* Exercise input:
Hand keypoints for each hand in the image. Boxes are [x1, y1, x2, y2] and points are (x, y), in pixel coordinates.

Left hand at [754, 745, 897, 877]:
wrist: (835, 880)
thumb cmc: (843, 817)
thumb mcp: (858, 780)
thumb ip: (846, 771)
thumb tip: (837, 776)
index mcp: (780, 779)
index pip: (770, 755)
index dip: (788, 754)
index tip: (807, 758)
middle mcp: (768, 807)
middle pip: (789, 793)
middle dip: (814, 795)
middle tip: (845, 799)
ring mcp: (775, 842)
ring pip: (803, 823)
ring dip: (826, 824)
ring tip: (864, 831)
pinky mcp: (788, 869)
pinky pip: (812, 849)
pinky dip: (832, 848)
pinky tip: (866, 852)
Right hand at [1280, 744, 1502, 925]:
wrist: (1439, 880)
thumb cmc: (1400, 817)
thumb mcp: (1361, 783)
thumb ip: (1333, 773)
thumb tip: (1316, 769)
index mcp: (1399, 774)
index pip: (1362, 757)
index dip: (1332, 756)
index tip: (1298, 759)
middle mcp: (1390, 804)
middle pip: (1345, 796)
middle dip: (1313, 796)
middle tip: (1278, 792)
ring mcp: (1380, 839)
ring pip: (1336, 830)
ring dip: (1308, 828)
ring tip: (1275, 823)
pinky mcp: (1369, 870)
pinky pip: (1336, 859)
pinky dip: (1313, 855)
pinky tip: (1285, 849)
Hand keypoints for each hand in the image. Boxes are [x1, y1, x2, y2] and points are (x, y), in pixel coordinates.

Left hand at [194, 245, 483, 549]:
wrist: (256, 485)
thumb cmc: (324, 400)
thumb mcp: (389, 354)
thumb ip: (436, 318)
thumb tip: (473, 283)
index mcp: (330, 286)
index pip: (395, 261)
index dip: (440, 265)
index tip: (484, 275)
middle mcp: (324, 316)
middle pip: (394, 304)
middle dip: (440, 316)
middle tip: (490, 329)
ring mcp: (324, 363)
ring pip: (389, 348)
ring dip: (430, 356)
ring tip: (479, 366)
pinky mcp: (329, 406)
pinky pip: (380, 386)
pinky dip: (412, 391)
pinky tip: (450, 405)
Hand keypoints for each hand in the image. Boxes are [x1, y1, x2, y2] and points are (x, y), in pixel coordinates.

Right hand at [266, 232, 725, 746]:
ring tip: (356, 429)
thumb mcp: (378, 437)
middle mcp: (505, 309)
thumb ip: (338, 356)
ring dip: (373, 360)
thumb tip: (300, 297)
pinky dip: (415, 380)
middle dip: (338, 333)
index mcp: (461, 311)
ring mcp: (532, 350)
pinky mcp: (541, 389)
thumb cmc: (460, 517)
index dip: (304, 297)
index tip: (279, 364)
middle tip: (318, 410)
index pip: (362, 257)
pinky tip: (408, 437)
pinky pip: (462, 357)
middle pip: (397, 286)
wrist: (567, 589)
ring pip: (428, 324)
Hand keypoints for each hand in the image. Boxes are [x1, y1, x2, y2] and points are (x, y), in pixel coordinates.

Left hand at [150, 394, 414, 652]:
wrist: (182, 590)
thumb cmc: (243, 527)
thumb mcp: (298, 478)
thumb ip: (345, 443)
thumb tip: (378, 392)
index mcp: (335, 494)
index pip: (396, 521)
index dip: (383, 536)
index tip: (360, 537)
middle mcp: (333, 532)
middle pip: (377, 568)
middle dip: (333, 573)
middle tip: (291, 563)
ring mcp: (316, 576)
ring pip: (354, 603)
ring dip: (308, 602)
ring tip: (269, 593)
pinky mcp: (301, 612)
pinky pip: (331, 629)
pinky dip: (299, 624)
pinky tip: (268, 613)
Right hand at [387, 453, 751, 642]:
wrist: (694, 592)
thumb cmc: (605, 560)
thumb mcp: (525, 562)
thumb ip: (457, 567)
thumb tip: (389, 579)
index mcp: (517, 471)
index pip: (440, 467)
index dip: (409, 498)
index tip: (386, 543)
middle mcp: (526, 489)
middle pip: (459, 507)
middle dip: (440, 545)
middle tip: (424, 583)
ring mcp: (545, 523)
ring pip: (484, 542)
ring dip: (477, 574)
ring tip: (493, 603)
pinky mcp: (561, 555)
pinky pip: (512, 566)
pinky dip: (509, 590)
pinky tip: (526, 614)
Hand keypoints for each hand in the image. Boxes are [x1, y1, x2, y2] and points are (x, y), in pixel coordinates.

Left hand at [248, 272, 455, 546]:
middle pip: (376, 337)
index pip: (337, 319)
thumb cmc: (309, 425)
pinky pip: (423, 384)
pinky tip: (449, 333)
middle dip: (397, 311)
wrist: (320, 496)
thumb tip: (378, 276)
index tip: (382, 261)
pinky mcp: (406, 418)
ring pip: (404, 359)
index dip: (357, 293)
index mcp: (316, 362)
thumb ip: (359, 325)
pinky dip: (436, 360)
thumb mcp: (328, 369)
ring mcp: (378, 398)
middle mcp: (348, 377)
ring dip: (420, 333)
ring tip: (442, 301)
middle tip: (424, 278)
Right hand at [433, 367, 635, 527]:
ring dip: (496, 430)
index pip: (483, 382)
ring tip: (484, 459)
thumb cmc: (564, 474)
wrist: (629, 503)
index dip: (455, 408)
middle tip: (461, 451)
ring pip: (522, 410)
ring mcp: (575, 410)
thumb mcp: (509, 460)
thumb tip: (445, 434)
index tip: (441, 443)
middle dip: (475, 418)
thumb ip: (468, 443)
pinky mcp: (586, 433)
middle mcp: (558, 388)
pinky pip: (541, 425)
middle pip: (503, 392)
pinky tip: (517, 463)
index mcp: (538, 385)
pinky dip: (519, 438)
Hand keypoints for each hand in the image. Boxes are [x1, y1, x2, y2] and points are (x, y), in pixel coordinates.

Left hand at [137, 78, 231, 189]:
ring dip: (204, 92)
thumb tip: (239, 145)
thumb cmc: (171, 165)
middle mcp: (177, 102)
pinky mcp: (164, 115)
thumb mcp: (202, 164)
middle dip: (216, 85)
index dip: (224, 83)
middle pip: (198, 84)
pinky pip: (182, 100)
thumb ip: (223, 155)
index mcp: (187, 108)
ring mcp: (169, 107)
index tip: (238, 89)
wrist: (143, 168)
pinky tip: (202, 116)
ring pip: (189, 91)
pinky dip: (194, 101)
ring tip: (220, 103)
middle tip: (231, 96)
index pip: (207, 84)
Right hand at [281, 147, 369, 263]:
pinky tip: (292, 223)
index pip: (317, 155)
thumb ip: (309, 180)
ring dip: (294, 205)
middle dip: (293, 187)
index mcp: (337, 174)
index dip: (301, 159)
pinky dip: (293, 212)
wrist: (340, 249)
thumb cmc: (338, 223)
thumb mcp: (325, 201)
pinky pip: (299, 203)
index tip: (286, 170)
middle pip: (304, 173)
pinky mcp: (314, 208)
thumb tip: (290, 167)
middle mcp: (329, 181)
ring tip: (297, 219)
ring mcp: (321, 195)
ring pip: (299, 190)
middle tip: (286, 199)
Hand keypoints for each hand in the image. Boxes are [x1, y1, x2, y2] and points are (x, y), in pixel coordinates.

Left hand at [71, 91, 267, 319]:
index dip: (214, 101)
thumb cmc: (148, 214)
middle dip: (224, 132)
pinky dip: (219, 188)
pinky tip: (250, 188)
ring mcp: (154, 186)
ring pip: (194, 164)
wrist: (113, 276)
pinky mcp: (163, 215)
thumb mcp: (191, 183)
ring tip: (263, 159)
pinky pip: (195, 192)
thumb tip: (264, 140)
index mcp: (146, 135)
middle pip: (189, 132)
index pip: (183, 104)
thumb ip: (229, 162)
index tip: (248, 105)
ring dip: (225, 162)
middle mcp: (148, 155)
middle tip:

* What you are asked to do: In the listing above, locate the line with "middle mcp: (505, 309)" and the line with "middle mcp: (333, 532)", then extract exactly those lines and every line between them, and nothing more.

* Answer to this problem:
middle mcp: (505, 309)
thumb ip: (338, 356)
ring dip: (373, 360)
thumb tip: (300, 297)
pinky dip: (415, 380)
middle dip: (338, 333)
index mcp: (461, 311)
ring mcp: (532, 350)
pinky mcp: (541, 389)
thumb cmc: (460, 517)
index dip: (304, 297)
index tip: (279, 364)
middle tip: (318, 410)
index pip: (362, 257)
pinky tip: (408, 437)
pinky pip: (462, 357)
middle pip: (397, 286)
wrist: (567, 589)
ring pip: (428, 324)
Hand keypoints for each hand in the image. Boxes are [x1, y1, x2, y2] and points are (x, y), in pixel coordinates.

Left hand at [150, 394, 414, 652]:
wrist: (182, 590)
thumb cmc: (243, 527)
thumb mcp: (298, 478)
thumb ip: (345, 443)
thumb tip: (378, 392)
index mcp: (335, 494)
index pip: (396, 521)
index dip: (383, 536)
index tip: (360, 537)
middle mcp: (333, 532)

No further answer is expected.